[Saved entries]

※ ※ ※

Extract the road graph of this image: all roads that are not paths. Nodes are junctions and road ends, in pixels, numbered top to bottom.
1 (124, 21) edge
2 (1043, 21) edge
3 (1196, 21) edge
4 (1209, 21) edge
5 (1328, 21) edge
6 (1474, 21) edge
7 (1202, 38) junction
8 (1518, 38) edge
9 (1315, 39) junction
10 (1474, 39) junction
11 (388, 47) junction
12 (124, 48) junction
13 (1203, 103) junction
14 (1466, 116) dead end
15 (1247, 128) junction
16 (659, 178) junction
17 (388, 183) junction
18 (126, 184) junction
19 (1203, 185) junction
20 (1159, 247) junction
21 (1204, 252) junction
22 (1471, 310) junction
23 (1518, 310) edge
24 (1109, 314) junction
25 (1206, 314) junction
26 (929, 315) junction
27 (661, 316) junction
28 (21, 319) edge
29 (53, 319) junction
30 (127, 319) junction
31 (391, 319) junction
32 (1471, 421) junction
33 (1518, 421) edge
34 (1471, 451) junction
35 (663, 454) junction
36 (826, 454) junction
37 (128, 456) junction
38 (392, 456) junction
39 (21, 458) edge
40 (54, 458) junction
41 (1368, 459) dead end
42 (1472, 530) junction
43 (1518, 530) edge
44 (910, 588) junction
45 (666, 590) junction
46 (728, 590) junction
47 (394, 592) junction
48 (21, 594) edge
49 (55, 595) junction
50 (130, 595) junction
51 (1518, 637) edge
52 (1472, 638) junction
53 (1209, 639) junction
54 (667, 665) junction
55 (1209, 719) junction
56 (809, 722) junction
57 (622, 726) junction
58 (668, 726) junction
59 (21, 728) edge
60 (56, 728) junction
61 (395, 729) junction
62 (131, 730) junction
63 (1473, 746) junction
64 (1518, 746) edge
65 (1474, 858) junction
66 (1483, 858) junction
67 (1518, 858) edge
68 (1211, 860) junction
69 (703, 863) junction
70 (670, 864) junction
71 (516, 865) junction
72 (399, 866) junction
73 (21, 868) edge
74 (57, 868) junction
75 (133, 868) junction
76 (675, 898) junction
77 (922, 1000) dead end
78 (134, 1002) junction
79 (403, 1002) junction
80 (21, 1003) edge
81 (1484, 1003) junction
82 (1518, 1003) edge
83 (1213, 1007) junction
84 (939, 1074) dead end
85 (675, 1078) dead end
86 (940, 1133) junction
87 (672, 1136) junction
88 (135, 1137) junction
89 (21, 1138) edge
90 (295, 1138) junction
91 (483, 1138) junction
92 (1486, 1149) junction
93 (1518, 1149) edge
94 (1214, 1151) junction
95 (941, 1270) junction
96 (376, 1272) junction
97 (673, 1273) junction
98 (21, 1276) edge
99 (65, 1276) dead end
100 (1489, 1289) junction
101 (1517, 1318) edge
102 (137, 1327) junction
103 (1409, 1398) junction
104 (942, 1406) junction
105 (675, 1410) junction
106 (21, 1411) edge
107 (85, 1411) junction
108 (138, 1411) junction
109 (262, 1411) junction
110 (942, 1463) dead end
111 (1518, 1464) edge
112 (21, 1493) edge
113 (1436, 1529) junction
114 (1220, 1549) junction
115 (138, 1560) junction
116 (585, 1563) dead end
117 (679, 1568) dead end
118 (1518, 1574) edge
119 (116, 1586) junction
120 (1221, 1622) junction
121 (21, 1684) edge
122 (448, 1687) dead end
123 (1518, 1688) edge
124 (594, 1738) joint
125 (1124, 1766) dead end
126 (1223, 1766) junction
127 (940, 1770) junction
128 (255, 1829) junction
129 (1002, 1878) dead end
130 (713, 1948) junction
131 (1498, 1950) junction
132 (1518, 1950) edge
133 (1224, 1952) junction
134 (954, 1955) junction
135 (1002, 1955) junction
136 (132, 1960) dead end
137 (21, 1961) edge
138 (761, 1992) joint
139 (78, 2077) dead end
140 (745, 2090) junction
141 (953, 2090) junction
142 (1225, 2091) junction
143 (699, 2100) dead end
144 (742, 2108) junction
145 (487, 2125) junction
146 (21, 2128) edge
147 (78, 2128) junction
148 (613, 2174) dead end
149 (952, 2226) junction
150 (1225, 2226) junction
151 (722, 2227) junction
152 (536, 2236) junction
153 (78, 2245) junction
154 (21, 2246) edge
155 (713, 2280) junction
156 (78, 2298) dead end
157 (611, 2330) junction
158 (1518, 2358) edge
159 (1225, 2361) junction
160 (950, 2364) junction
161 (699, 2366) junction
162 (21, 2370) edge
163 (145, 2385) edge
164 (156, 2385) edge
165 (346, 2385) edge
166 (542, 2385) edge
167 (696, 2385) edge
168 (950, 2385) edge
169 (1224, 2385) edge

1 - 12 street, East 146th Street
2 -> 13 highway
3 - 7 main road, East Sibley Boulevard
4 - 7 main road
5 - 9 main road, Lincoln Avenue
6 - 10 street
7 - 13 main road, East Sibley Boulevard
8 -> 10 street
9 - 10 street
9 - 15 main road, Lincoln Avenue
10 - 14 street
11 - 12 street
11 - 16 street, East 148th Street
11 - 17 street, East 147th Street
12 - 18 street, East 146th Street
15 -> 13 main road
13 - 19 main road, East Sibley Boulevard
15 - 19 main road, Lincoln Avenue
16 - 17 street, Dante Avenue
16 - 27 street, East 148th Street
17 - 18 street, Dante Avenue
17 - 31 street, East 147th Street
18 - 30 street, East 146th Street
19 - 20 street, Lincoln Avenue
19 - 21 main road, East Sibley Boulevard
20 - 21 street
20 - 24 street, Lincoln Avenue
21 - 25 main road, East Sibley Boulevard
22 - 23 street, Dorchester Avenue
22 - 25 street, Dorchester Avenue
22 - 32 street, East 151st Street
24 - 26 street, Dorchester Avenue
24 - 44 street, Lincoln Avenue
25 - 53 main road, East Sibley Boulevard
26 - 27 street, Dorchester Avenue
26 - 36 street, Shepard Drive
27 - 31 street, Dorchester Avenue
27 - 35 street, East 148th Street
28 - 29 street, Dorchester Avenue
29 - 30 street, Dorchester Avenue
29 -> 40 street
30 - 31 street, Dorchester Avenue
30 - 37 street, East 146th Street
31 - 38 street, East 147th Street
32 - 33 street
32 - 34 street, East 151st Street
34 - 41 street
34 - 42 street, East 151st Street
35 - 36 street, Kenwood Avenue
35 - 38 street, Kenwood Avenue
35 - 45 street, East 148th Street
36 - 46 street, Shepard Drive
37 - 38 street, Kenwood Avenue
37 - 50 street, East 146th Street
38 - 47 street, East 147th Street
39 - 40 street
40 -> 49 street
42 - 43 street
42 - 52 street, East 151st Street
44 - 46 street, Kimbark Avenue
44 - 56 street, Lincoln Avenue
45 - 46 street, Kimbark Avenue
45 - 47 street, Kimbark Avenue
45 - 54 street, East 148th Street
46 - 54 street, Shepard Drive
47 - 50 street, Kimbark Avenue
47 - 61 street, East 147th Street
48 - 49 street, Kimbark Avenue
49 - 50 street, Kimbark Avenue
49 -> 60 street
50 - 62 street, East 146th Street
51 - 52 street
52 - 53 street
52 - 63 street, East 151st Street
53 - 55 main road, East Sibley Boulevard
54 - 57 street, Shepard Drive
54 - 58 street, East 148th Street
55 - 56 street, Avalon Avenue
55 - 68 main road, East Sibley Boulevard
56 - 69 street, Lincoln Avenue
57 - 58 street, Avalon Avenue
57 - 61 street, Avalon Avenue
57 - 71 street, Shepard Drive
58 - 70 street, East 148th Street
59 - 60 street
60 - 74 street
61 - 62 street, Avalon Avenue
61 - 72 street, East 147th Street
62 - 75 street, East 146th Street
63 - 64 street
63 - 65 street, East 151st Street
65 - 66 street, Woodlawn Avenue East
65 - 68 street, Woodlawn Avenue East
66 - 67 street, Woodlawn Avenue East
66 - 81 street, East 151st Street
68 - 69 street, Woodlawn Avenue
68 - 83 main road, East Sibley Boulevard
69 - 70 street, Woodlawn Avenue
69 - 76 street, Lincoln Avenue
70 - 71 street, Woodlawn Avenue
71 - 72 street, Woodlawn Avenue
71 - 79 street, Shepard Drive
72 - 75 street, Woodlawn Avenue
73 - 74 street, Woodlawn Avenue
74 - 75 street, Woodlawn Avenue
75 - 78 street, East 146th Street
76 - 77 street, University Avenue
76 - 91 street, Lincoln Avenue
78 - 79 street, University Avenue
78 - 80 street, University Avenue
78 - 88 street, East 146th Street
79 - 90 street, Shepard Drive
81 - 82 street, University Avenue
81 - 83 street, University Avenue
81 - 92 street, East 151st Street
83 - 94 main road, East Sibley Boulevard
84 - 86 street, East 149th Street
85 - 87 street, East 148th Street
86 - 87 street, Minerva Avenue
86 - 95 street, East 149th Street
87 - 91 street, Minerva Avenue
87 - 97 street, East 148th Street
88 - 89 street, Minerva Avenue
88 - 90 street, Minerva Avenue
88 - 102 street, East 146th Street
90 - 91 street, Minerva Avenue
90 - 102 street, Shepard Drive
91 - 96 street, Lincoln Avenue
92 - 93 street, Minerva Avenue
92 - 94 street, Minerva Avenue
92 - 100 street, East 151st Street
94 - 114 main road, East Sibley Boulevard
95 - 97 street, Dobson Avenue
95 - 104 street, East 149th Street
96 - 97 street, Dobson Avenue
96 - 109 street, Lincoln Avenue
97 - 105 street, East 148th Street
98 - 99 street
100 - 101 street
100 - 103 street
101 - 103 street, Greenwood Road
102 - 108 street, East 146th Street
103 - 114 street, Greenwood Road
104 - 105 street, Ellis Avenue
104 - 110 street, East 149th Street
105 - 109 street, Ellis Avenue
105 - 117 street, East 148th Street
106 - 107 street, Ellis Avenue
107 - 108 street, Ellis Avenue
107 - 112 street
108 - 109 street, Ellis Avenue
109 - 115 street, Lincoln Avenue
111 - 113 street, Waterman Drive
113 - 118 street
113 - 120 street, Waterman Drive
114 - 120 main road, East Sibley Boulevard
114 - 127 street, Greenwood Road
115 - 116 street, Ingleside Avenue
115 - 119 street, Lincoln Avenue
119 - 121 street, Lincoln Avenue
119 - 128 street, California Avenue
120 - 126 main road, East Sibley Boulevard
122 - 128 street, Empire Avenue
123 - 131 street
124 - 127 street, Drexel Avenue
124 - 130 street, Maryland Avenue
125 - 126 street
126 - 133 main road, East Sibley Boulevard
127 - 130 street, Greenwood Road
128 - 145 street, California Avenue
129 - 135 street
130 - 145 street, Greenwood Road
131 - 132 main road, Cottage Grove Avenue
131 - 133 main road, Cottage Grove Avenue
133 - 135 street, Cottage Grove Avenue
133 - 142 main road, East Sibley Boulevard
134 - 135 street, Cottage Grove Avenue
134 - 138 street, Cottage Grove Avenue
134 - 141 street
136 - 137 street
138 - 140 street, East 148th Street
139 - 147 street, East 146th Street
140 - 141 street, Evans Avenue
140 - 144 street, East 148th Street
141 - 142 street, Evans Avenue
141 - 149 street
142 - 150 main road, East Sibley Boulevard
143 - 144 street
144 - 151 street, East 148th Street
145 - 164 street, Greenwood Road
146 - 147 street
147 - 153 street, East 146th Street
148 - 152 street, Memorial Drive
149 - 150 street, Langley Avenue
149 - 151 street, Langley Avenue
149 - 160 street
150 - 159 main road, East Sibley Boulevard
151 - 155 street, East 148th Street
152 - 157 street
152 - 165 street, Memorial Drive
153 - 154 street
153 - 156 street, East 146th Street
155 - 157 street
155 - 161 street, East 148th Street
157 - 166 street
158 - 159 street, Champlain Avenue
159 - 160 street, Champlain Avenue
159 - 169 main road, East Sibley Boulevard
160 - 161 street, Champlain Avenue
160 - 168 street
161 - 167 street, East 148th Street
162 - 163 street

※ ※ ※

• EXERCISE AIM
Return all lines above that mention the word "Dante".

• EXPECTED ANSWER
16 - 17 street, Dante Avenue
17 - 18 street, Dante Avenue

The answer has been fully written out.